The Petya ransomware appeared around March 25 and worked very differently from any other ransomware. Instead of encrypting each file in turn and leaving the PC in a functional state, the ransomware crashed the computer, and when it rebooted, it moved on to alter the hard drive's boot record and encrypt the entire hard drive.
The computer would be stuck in this pre-boot medium, and to recover their files, the user would have to pay the ransom and enter the password they received inside the pre-boot command-line.
Since researchers noticed that the ransomware does not communicate with a server in any way, they understood that the encryption process is all self-contained locally and moved on to inspect the virus in order to find a way around its encryption system.
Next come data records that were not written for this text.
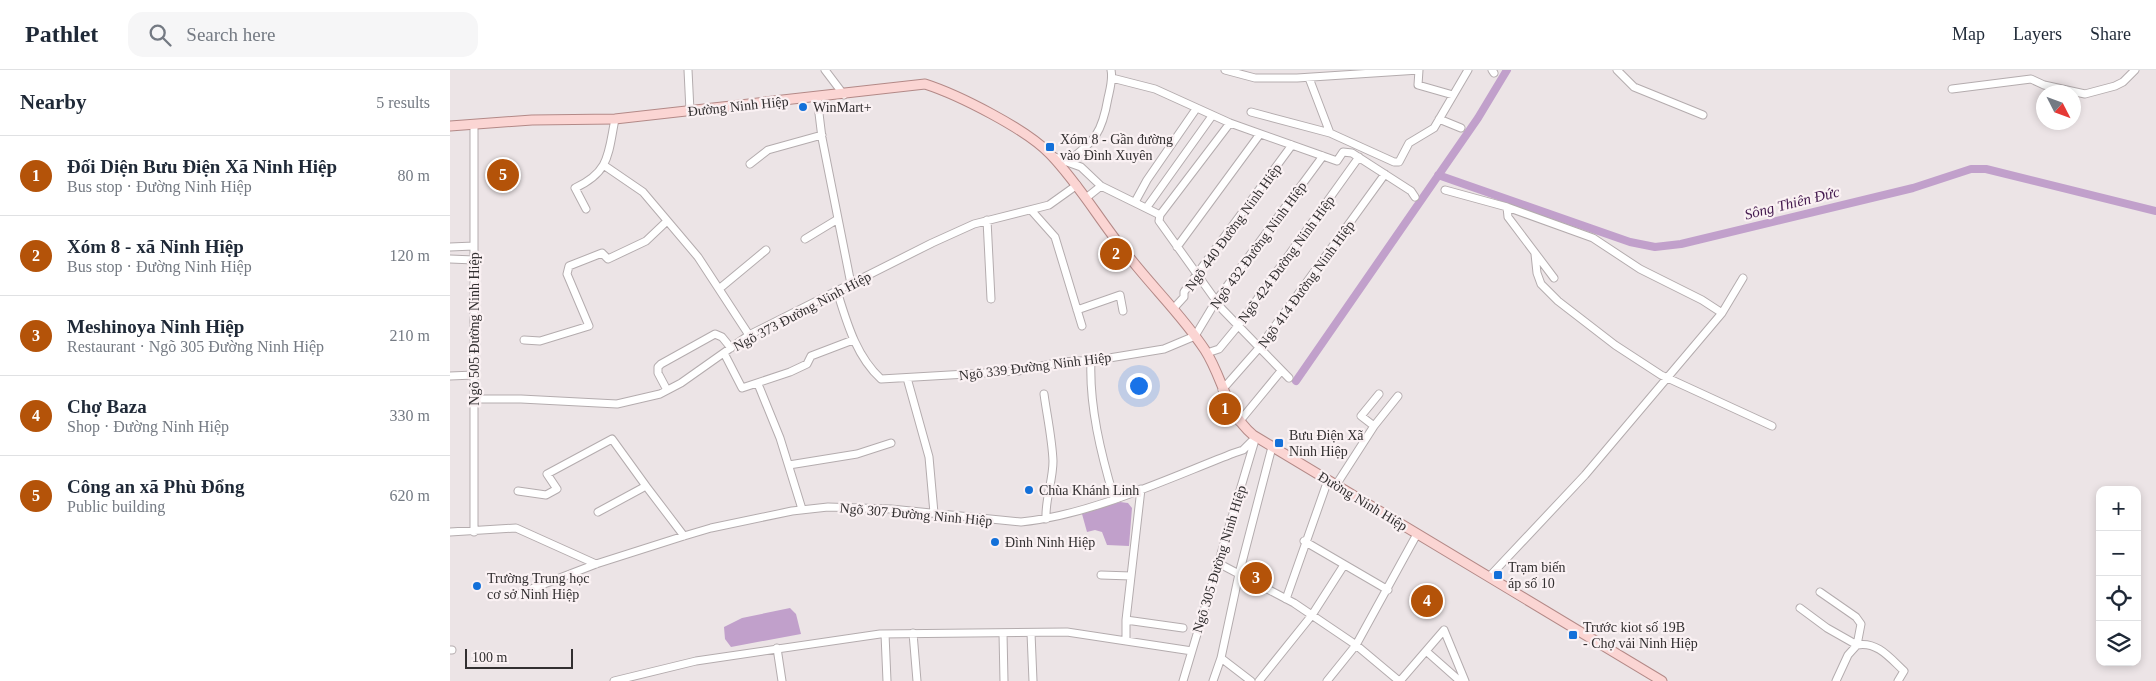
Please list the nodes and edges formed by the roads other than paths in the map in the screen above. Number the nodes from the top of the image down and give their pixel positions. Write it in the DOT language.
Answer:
graph roads {
  1 [pos="688,70"];
  2 [pos="825,70"];
  3 [pos="1226,70"];
  4 [pos="1258,70"];
  5 [pos="1468,70"];
  6 [pos="1617,70"];
  7 [pos="2135,70"];
  8 [pos="1112,73"];
  9 [pos="1255,78"];
  10 [pos="1309,78"];
  11 [pos="1952,89"];
  12 [pos="844,94"];
  13 [pos="1452,95"];
  14 [pos="817,97"];
  15 [pos="1196,109"];
  16 [pos="690,111"];
  17 [pos="1251,112"];
  18 [pos="1703,115"];
  19 [pos="1212,116"];
  20 [pos="1439,119"];
  21 [pos="615,120"];
  22 [pos="1230,123"];
  23 [pos="450,126"];
  24 [pos="474,126"];
  25 [pos="1460,128"];
  26 [pos="1260,134"];
  27 [pos="1330,134"];
  28 [pos="822,135"];
  29 [pos="1292,145"];
  30 [pos="1049,152"];
  31 [pos="1323,156"];
  32 [pos="1359,157"];
  33 [pos="1067,162"];
  34 [pos="750,164"];
  35 [pos="605,166"];
  36 [pos="1385,174"];
  37 [pos="1077,185"];
  38 [pos="1101,186"];
  39 [pos="1445,190"];
  40 [pos="1415,197"];
  41 [pos="1086,198"];
  42 [pos="1135,202"];
  43 [pos="1147,207"];
  44 [pos="1507,207"];
  45 [pos="586,208"];
  46 [pos="1031,210"];
  47 [pos="1160,215"];
  48 [pos="838,219"];
  49 [pos="987,220"];
  50 [pos="666,222"];
  51 [pos="805,239"];
  52 [pos="450,246"];
  53 [pos="474,246"];
  54 [pos="1177,247"];
  55 [pos="766,250"];
  56 [pos="1535,254"];
  57 [pos="450,259"];
  58 [pos="474,260"];
  59 [pos="1197,274"];
  60 [pos="1554,278"];
  61 [pos="1743,278"];
  62 [pos="851,284"];
  63 [pos="719,289"];
  64 [pos="836,291"];
  65 [pos="991,299"];
  66 [pos="1216,301"];
  67 [pos="1173,309"];
  68 [pos="1077,310"];
  69 [pos="1123,311"];
  70 [pos="1722,313"];
  71 [pos="1082,326"];
  72 [pos="1238,326"];
  73 [pos="749,335"];
  74 [pos="1195,336"];
  75 [pos="524,340"];
  76 [pos="853,340"];
  77 [pos="731,348"];
  78 [pos="1259,348"];
  79 [pos="724,353"];
  80 [pos="1207,353"];
  81 [pos="1091,360"];
  82 [pos="1281,371"];
  83 [pos="474,375"];
  84 [pos="450,376"];
  85 [pos="907,378"];
  86 [pos="1289,378"];
  87 [pos="1666,378"];
  88 [pos="758,384"];
  89 [pos="667,390"];
  90 [pos="1222,390"];
  91 [pos="1044,394"];
  92 [pos="1379,394"];
  93 [pos="1398,396"];
  94 [pos="474,399"];
  95 [pos="1239,422"];
  96 [pos="1374,426"];
  97 [pos="1772,426"];
  98 [pos="1256,437"];
  99 [pos="890,443"];
  100 [pos="1272,447"];
  101 [pos="789,465"];
  102 [pos="1332,483"];
  103 [pos="646,486"];
  104 [pos="1141,489"];
  105 [pos="518,491"];
  106 [pos="1114,498"];
  107 [pos="802,510"];
  108 [pos="598,512"];
  109 [pos="934,513"];
  110 [pos="1046,519"];
  111 [pos="450,532"];
  112 [pos="474,532"];
  113 [pos="1417,534"];
  114 [pos="684,536"];
  115 [pos="1304,541"];
  116 [pos="1218,563"];
  117 [pos="596,564"];
  118 [pos="1344,565"];
  119 [pos="1239,574"];
  120 [pos="1100,575"];
  121 [pos="1131,576"];
  122 [pos="1489,577"];
  123 [pos="1388,590"];
  124 [pos="1820,592"];
  125 [pos="513,596"];
  126 [pos="1286,599"];
  127 [pos="1800,608"];
  128 [pos="1312,615"];
  129 [pos="1126,620"];
  130 [pos="1183,628"];
  131 [pos="914,633"];
  132 [pos="1003,633"];
  133 [pos="1031,633"];
  134 [pos="885,634"];
  135 [pos="1126,641"];
  136 [pos="1356,645"];
  137 [pos="1857,645"];
  138 [pos="777,648"];
  139 [pos="1192,651"];
  140 [pos="1426,651"];
  141 [pos="1221,658"];
  142 [pos="614,681"];
  143 [pos="782,681"];
  144 [pos="887,681"];
  145 [pos="917,681"];
  146 [pos="1004,681"];
  147 [pos="1033,681"];
  148 [pos="1183,681"];
  149 [pos="1213,681"];
  150 [pos="1251,681"];
  151 [pos="1259,681"];
  152 [pos="1327,681"];
  153 [pos="1398,681"];
  154 [pos="1460,681"];
  155 [pos="1465,681"];
  156 [pos="1662,681"];
  157 [pos="1836,681"];
  158 [pos="1898,681"];
  1 -- 16 [label="street"];
  2 -- 12 [label="street"];
  3 -- 9 [label="street"];
  4 -- 9 [label="street"];
  5 -- 13 [label="street"];
  6 -- 18 [label="street"];
  7 -- 11 [label="street"];
  8 -- 15 [label="street"];
  8 -- 33 [label="street"];
  9 -- 10 [label="street"];
  10 -- 13 [label="street"];
  10 -- 27 [label="street"];
  12 -- 14 [label="main road, Đường Ninh Hiệp"];
  12 -- 30 [label="main road, Đường Ninh Hiệp"];
  13 -- 20 [label="street"];
  14 -- 16 [label="main road, Đường Ninh Hiệp"];
  14 -- 28 [label="street"];
  15 -- 19 [label="street"];
  15 -- 42 [label="street"];
  16 -- 21 [label="main road, Đường Ninh Hiệp"];
  17 -- 27 [label="street"];
  19 -- 22 [label="street"];
  19 -- 43 [label="street"];
  20 -- 25 [label="street"];
  20 -- 27 [label="street"];
  21 -- 24 [label="main road, Đường Ninh Hiệp"];
  21 -- 35 [label="street"];
  22 -- 26 [label="street"];
  22 -- 47 [label="street"];
  23 -- 24 [label="main road, Đường Ninh Hiệp"];
  24 -- 53 [label="street, Ngõ 505 Đường Ninh Hiệp"];
  26 -- 29 [label="street"];
  26 -- 54 [label="street"];
  28 -- 34 [label="street"];
  28 -- 48 [label="street"];
  29 -- 31 [label="street"];
  29 -- 59 [label="street, Ngõ 440 Đường Ninh Hiệp"];
  30 -- 33 [label="street"];
  30 -- 37 [label="main road, Đường Ninh Hiệp"];
  31 -- 32 [label="street"];
  31 -- 66 [label="street, Ngõ 432 Đường Ninh Hiệp"];
  32 -- 36 [label="street"];
  32 -- 72 [label="street, Ngõ 424 Đường Ninh Hiệp"];
  33 -- 38 [label="street"];
  35 -- 45 [label="street"];
  35 -- 50 [label="street"];
  36 -- 40 [label="street"];
  36 -- 78 [label="street, Ngõ 414 Đường Ninh Hiệp"];
  37 -- 41 [label="main road, Đường Ninh Hiệp"];
  37 -- 46 [label="street, Ngõ 373 Đường Ninh Hiệp"];
  38 -- 41 [label="street"];
  38 -- 42 [label="street"];
  39 -- 44 [label="street"];
  41 -- 67 [label="main road, Đường Ninh Hiệp"];
  42 -- 43 [label="street"];
  43 -- 47 [label="street"];
  44 -- 56 [label="street"];
  44 -- 70 [label="street"];
  46 -- 49 [label="street, Ngõ 373 Đường Ninh Hiệp"];
  46 -- 68 [label="street"];
  47 -- 54 [label="street"];
  48 -- 51 [label="street"];
  48 -- 62 [label="street"];
  49 -- 62 [label="street, Ngõ 373 Đường Ninh Hiệp"];
  49 -- 65 [label="street"];
  50 -- 63 [label="street"];
  50 -- 75 [label="street"];
  52 -- 53 [label="street"];
  53 -- 58 [label="street, Ngõ 505 Đường Ninh Hiệp"];
  54 -- 59 [label="street"];
  55 -- 63 [label="street"];
  56 -- 60 [label="street"];
  56 -- 87 [label="street"];
  57 -- 58 [label="street"];
  58 -- 83 [label="street, Ngõ 505 Đường Ninh Hiệp"];
  59 -- 66 [label="street"];
  59 -- 67 [label="street, Ngõ 440 Đường Ninh Hiệp"];
  61 -- 70 [label="street"];
  62 -- 64 [label="street, Ngõ 373 Đường Ninh Hiệp"];
  63 -- 73 [label="street"];
  64 -- 73 [label="street, Ngõ 373 Đường Ninh Hiệp"];
  64 -- 76 [label="street, Ngõ 339 Đường Ninh Hiệp"];
  66 -- 72 [label="street"];
  66 -- 74 [label="street, Ngõ 432 Đường Ninh Hiệp"];
  67 -- 74 [label="main road, Đường Ninh Hiệp"];
  68 -- 69 [label="street"];
  68 -- 71 [label="street"];
  70 -- 87 [label="street"];
  72 -- 78 [label="street"];
  72 -- 80 [label="street, Ngõ 424 Đường Ninh Hiệp"];
  73 -- 77 [label="street, Ngõ 373 Đường Ninh Hiệp"];
  74 -- 80 [label="main road, Đường Ninh Hiệp"];
  74 -- 81 [label="street, Ngõ 339 Đường Ninh Hiệp"];
  76 -- 85 [label="street, Ngõ 339 Đường Ninh Hiệp"];
  76 -- 88 [label="street"];
  77 -- 79 [label="street, Ngõ 373 Đường Ninh Hiệp"];
  77 -- 89 [label="street"];
  78 -- 82 [label="street"];
  78 -- 90 [label="street, Ngõ 414 Đường Ninh Hiệp"];
  79 -- 88 [label="street"];
  79 -- 89 [label="street, Ngõ 373 Đường Ninh Hiệp"];
  80 -- 90 [label="main road, Đường Ninh Hiệp"];
  81 -- 85 [label="street, Ngõ 339 Đường Ninh Hiệp"];
  81 -- 106 [label="street"];
  82 -- 86 [label="street"];
  82 -- 95 [label="street"];
  83 -- 84 [label="street"];
  83 -- 94 [label="street, Ngõ 505 Đường Ninh Hiệp"];
  85 -- 109 [label="street"];
  87 -- 97 [label="street"];
  87 -- 122 [label="street"];
  88 -- 101 [label="street"];
  89 -- 94 [label="street, Ngõ 373 Đường Ninh Hiệp"];
  90 -- 95 [label="main road, Đường Ninh Hiệp"];
  91 -- 110 [label="street"];
  92 -- 96 [label="street"];
  93 -- 96 [label="street"];
  94 -- 112 [label="street, Ngõ 505 Đường Ninh Hiệp"];
  95 -- 98 [label="main road, Đường Ninh Hiệp"];
  96 -- 102 [label="street"];
  98 -- 100 [label="main road, Đường Ninh Hiệp"];
  98 -- 104 [label="street, Ngõ 307 Đường Ninh Hiệp"];
  98 -- 116 [label="street, Ngõ 305 Đường Ninh Hiệp"];
  99 -- 101 [label="street"];
  100 -- 102 [label="main road, Đường Ninh Hiệp"];
  100 -- 119 [label="street"];
  101 -- 107 [label="street"];
  102 -- 113 [label="main road, Đường Ninh Hiệp"];
  102 -- 115 [label="street"];
  103 -- 105 [label="street"];
  103 -- 108 [label="street"];
  103 -- 114 [label="street"];
  104 -- 106 [label="street, Ngõ 307 Đường Ninh Hiệp"];
  104 -- 121 [label="street"];
  106 -- 110 [label="street, Ngõ 307 Đường Ninh Hiệp"];
  107 -- 109 [label="street, Ngõ 307 Đường Ninh Hiệp"];
  107 -- 114 [label="street, Ngõ 307 Đường Ninh Hiệp"];
  109 -- 110 [label="street, Ngõ 307 Đường Ninh Hiệp"];
  111 -- 112 [label="street"];
  112 -- 117 [label="street"];
  113 -- 122 [label="main road, Đường Ninh Hiệp"];
  113 -- 123 [label="street"];
  114 -- 117 [label="street, Ngõ 307 Đường Ninh Hiệp"];
  115 -- 118 [label="street"];
  115 -- 126 [label="street"];
  116 -- 119 [label="street"];
  116 -- 139 [label="street, Ngõ 305 Đường Ninh Hiệp"];
  117 -- 125 [label="street, Ngõ 307 Đường Ninh Hiệp"];
  118 -- 123 [label="street"];
  118 -- 128 [label="street"];
  119 -- 126 [label="street"];
  119 -- 141 [label="street"];
  120 -- 121 [label="street"];
  121 -- 129 [label="street"];
  122 -- 156 [label="main road, Đường Ninh Hiệp"];
  123 -- 136 [label="street"];
  124 -- 137 [label="street"];
  126 -- 128 [label="street"];
  127 -- 137 [label="street"];
  128 -- 136 [label="street"];
  128 -- 151 [label="street"];
  129 -- 130 [label="street"];
  129 -- 135 [label="street"];
  131 -- 132 [label="street"];
  131 -- 134 [label="street"];
  131 -- 145 [label="street"];
  132 -- 133 [label="street"];
  132 -- 146 [label="street"];
  133 -- 135 [label="street"];
  133 -- 147 [label="street"];
  134 -- 138 [label="street"];
  134 -- 144 [label="street"];
  135 -- 139 [label="street"];
  136 -- 152 [label="street"];
  136 -- 153 [label="street"];
  137 -- 157 [label="street"];
  137 -- 158 [label="street"];
  138 -- 142 [label="street"];
  138 -- 143 [label="street"];
  139 -- 148 [label="street, Ngõ 305 Đường Ninh Hiệp"];
  140 -- 153 [label="street"];
  140 -- 154 [label="street"];
  140 -- 155 [label="street"];
  141 -- 149 [label="street"];
  141 -- 150 [label="street"];
}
Petya ransomware can be decrypted
A researcher who did not want to reveal his name, going only by the moniker of Leo Stone on Twitter, discovered a way to employ genetic algorithms to crack the ransomware. He even created two websites where victims can go and obtain the decryption password.
The problem is that, to crack Petya, users need to extract some information from their hard drive, which is extremely difficult, even for professionals. But there's good news for this problem as well thanks to a tool created by Emsisoft's Fabian Wosar.
The first thing you need to do is to get the infected hard drive and attach it to another computer. You'll need a working Windows computer to be able to run Mr. Wosar's tool. This application scans hard drives for Petya infections and automates the process of extracting the information needed to crack the ransomware.
Once Mr. Wosar's Petya Sector Extractor has discovered Petya-infected hard drives, press the first button that says "Copy Sector." This will copy a special section of your hard drive to the clipboard. Now go on any of Leo Stone's websites and press CTRL+V to paste the hard drive sector inside the big textarea that says "Base64 encoded 512 bytes verification data."
Now go back to Mr. Wosar's Petya Sector Extractor and press the second button that says "Copy Nonce." Go back to the website and paste this information in the smaller field that reads "Base64 encoded 8 bytes nonce," below the first.
Once you have both fields filled with the proper data, press "Submit" and wait for the algorithm to do its work.
After you get the decryption password, put the Petya infected hard drive back in its original computer and boot up the PC. Once it reaches the ransom screen, just enter the password in the appropriate section and press Enter.
The hard drive's MBR will be unlocked, the data decrypted, and you'll be able to use your computer once again. Victims who need extra help can ask it via Bleeping Computer and its tech support forums.